» Material shown:
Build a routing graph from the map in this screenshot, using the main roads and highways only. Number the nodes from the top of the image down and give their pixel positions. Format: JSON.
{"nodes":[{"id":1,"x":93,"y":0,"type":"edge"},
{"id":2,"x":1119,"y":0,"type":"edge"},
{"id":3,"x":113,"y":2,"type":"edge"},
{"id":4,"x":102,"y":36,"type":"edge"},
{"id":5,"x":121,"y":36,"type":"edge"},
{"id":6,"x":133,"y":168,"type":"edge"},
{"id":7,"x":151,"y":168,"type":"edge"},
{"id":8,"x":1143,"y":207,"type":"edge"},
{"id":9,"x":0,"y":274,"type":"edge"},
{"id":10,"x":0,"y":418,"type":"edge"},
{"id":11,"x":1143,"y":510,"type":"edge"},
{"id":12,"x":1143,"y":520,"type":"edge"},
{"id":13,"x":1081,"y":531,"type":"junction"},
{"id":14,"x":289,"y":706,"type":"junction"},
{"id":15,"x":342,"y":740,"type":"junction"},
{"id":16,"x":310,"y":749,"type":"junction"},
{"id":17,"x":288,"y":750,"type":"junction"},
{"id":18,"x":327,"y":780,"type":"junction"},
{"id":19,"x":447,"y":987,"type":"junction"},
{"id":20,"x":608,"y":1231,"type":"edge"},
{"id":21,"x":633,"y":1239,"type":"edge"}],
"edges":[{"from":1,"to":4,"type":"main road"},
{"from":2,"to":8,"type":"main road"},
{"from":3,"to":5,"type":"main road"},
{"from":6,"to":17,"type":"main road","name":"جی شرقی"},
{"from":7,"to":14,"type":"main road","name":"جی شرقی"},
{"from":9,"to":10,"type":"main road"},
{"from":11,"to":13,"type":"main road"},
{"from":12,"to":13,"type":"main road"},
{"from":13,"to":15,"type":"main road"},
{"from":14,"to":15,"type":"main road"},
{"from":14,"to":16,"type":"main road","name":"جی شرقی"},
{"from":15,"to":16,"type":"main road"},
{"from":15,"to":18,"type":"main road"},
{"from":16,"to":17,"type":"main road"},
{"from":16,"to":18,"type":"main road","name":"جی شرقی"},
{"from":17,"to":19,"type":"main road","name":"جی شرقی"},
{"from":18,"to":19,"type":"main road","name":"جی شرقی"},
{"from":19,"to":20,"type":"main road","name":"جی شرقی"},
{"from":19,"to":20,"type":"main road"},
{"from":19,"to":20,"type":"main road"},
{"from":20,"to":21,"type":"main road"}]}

» Action item: Report how many lines of the entries above contain "شرقی", and give no other output.

» Solution for this problem: 7